Abordagens Imunomoduladoras

O sistema imunológico desempenha um papel duplo na reparação cardíaca — necessário para a remoção de detritos, mas prejudicial quando desregulado. A entrega de células T reguladoras (Tregs), pós-infarto, adota fenótipos específicos de lesão que promovem a polarização de macrófagos para estados reparadores (M2), reduzem monócitos pró-inflamatórios e potencializam a cicatrização do tecido [181]. O direcionamento de vias imunológicas para criar um microambiente regenerativo é agora reconhecido como um adjunto crítico às terapias baseadas em células [182].

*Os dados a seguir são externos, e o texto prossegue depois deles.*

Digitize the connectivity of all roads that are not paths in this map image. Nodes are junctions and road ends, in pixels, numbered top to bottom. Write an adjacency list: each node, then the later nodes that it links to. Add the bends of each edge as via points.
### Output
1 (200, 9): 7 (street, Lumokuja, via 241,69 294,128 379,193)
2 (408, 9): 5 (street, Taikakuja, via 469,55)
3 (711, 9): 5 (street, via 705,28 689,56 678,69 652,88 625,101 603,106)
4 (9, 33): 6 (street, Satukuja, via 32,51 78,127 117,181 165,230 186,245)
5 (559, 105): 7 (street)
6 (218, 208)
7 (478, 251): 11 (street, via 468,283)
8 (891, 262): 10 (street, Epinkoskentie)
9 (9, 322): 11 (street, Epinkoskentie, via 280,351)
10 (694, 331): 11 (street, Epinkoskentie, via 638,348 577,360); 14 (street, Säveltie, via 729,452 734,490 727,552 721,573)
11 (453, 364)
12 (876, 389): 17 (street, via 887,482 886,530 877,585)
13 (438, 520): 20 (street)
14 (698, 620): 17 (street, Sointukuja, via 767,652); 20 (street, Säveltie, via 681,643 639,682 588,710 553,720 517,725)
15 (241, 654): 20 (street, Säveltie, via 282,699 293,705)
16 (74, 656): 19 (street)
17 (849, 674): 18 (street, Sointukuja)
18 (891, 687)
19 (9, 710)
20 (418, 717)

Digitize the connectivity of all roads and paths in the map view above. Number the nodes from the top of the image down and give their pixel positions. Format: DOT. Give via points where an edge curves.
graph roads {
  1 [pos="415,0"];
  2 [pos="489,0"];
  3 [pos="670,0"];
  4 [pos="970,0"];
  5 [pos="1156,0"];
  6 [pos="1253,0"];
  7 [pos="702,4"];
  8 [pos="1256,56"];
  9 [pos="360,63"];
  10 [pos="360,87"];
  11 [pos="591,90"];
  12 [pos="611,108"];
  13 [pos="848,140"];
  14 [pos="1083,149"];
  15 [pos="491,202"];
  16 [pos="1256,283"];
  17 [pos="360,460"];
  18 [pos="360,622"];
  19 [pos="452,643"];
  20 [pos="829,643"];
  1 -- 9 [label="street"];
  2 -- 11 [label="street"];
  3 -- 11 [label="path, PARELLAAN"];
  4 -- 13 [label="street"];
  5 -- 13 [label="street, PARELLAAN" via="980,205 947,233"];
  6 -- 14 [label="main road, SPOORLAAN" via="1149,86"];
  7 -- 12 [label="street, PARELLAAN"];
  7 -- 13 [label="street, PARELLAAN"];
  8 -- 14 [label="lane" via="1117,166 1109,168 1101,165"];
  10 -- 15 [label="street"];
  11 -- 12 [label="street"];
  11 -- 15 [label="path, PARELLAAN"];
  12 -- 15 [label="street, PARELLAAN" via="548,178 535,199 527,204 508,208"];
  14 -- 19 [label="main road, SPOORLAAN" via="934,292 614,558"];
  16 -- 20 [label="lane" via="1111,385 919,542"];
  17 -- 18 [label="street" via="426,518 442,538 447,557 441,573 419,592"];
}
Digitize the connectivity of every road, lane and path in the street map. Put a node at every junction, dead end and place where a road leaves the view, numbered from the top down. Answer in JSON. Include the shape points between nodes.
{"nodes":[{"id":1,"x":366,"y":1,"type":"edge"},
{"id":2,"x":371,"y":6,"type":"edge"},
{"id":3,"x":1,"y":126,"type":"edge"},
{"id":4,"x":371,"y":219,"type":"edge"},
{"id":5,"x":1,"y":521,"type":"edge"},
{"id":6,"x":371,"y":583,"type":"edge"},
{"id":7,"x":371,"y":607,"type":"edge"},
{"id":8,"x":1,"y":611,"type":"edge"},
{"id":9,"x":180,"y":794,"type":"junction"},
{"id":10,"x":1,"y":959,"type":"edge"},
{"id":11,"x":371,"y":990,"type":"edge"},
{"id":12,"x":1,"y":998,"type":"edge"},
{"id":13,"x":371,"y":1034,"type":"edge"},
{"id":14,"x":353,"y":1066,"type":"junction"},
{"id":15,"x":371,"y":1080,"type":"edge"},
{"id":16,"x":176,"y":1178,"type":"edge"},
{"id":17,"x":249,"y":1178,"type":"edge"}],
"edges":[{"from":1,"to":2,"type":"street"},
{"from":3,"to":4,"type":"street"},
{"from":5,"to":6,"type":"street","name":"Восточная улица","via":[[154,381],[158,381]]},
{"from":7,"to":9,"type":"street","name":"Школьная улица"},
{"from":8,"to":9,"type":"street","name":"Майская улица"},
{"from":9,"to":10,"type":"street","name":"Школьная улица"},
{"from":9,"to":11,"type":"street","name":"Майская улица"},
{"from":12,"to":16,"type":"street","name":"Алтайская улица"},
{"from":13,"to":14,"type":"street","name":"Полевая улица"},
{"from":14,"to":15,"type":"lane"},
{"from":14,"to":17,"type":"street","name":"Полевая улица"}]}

Desafios na Tradução para a Prática Clínica

Apesar dos resultados pré-clínicos promissores, a transição de terapias regenerativas para o cuidado clínico rotineiro enfrenta desafios significativos. Um dos principais obstáculos é a baixa sobrevida das células transplantadas devido à isquemia, inflamação e anóiquise no ambiente pós-infarcto hostil. Menos de 10% das células injetadas sobrevivem além de uma semana [183]. Além disso, a integração eletromecânica de cardiomiócitos enxertados com o tecido hospedeiro permanece um desafio, com riscos de arritmias devido à heterogeneidade elétrica. Produtos derivados de células-tronco pluripotentes carregam riscos de teratoma se células indiferenciadas persistirem, e a rejeição imunológica pode ocorrer mesmo com iPSCs autólogas devido a aberrações epigenéticas [170]. A escala da produção de células ou tecidos clínicos sob boas práticas de fabricação (BPF) é complexa e cara, e as agências reguladoras exigem evidências robustas de segurança, eficácia e mecanismo de ação antes da aprovação. Ensaios clínicos em fase 3, como o PREVENT-TAHA8, visam fornecer evidências definitivas sobre os desfechos clínicos [185]. A colaboração interdisciplinar entre biólogos moleculares, bioengenheiros, imunologistas e clínicos será essencial para superar esses desafios e transformar descobertas laboratoriais em terapias eficazes e amplamente disponíveis para sobreviventes de infarto.